Issue Date: April 28, 2009
City: Washington, DC

The Purple Heart is one of the oldest military awards worldwide that is open to all who are wounded in battle.  The Badge of Military Merit (the predecessor of the Purple Heart) was first awarded on August 7, 1782, by General George Washington.  With the Revolutionary War nearly over, Washington wanted some way to repay his troops for their sacrifices.  He created the Badge of Military Merit, to be awarded to soldiers displaying high merit and serving for over three years.  Only three badges were known to have been awarded to Revolutionary War soldiers, with no documentation of any others until after World War I. 

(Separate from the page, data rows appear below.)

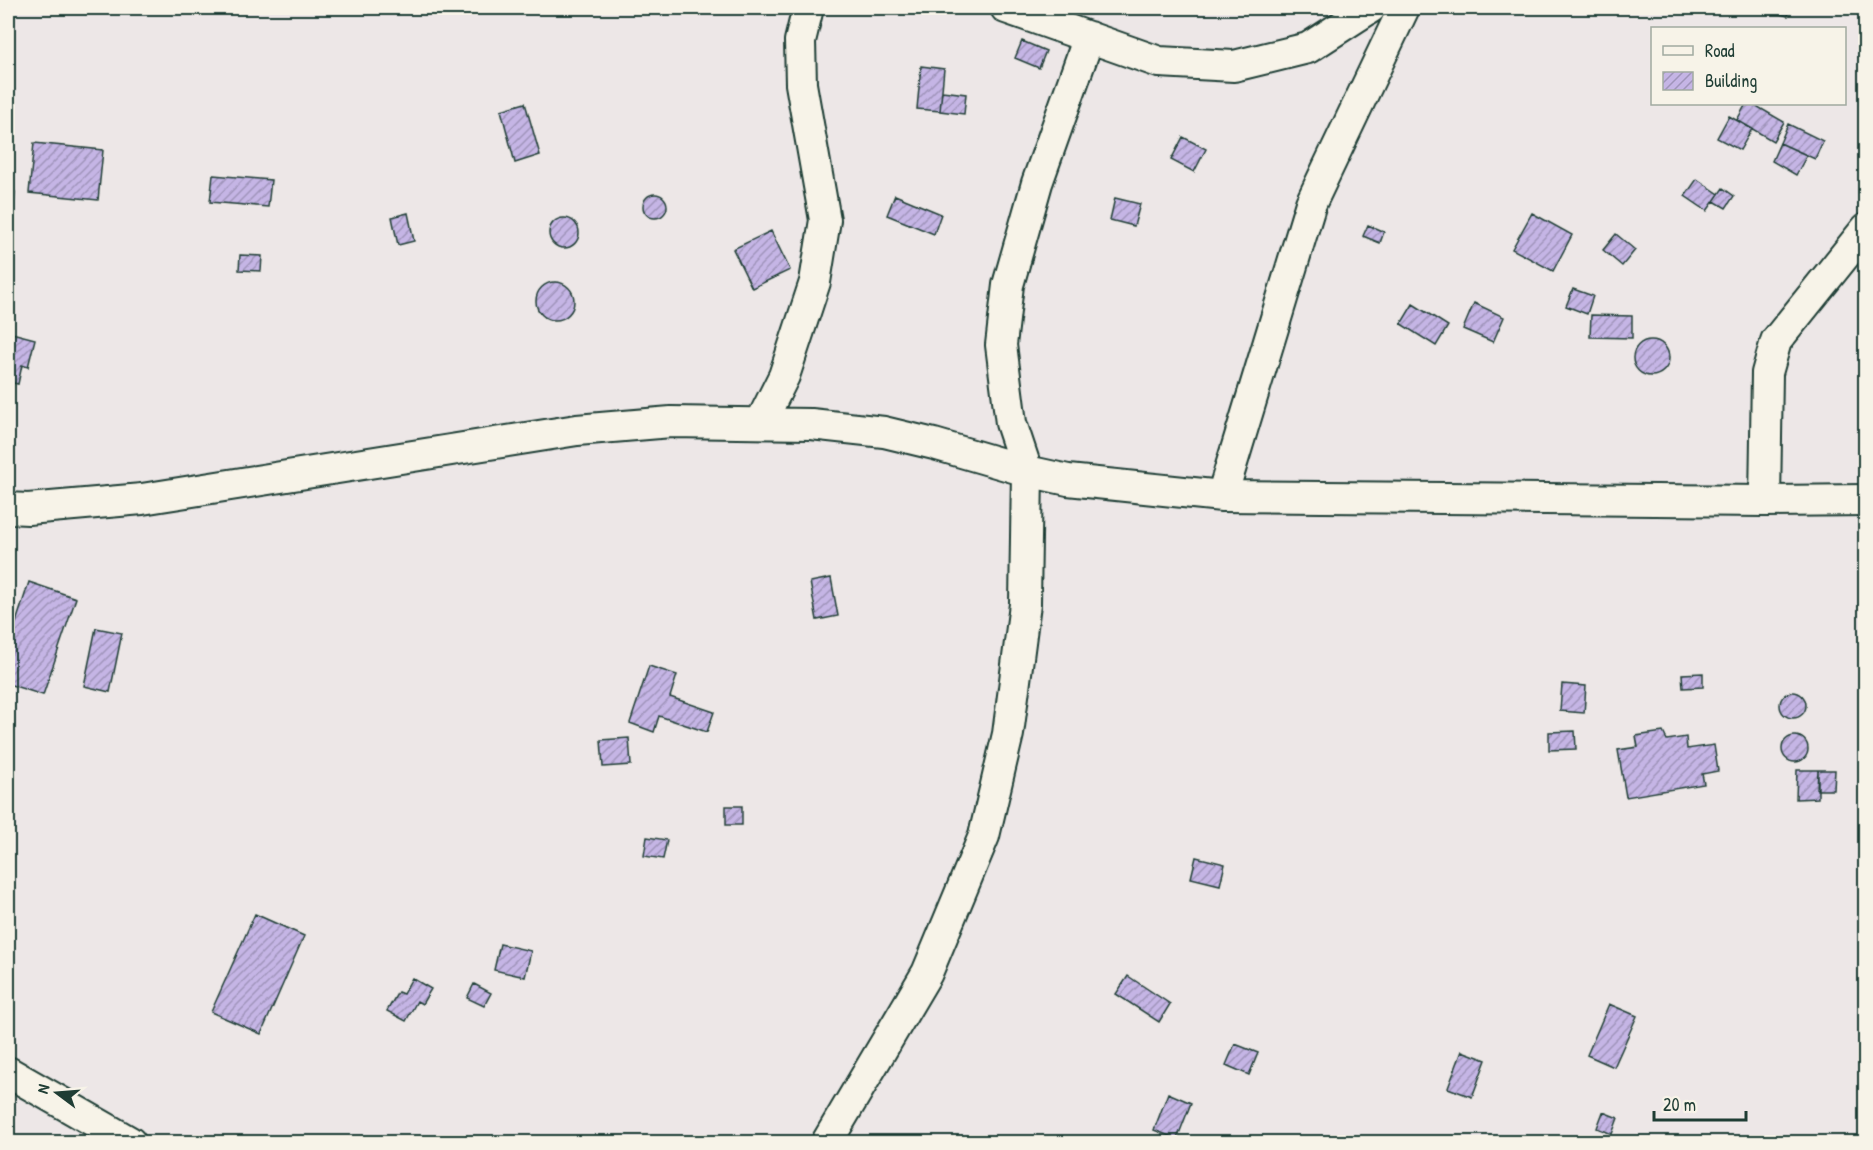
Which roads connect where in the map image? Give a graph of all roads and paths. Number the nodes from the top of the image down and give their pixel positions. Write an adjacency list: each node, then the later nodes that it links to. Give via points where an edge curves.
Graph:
1 (808, 8): 7 (street, via 800,41 801,84 825,220 815,282 784,376)
2 (1006, 8): 5 (street)
3 (1370, 8): 5 (street, via 1308,48 1234,66 1159,62)
4 (1404, 8): 9 (street, via 1311,203)
5 (1089, 37): 8 (street, via 1037,183 1008,285 1001,345 1011,423)
6 (1866, 229): 10 (street, via 1776,341 1767,373)
7 (761, 422): 8 (street, via 884,432); 12 (street, via 671,422 577,430 142,499)
8 (1028, 471): 9 (street, via 1068,480); 15 (street, via 1026,604 1008,734 984,836 927,974)
9 (1222, 496): 10 (street)
10 (1765, 501): 11 (street)
11 (1866, 501)
12 (8, 508)
13 (8, 1072): 14 (street)
14 (130, 1143)
15 (827, 1143)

In October 1927, Army Chief of Staff General Charles Pelot Summerall petitioned Congress to have the badge revived, but the bill failed.  Four years later, General Douglas MacArthur resumed Summerall’s work, overhauling the badge’s design and issuing it on the 200th anniversary of Washington’s birth.  From 1932-43, the Purple Heart was awarded for wounds received in action and for acts of high merit. 

In 1943, with the establishment of the Legion of Merit – a military decoration awarded for exceptional service and achievement – the requirements for the Purple Heart changed.  Since then, a person must be a member of the U.S. Armed Forces and wounded or killed in action to be awarded the Purple Heart.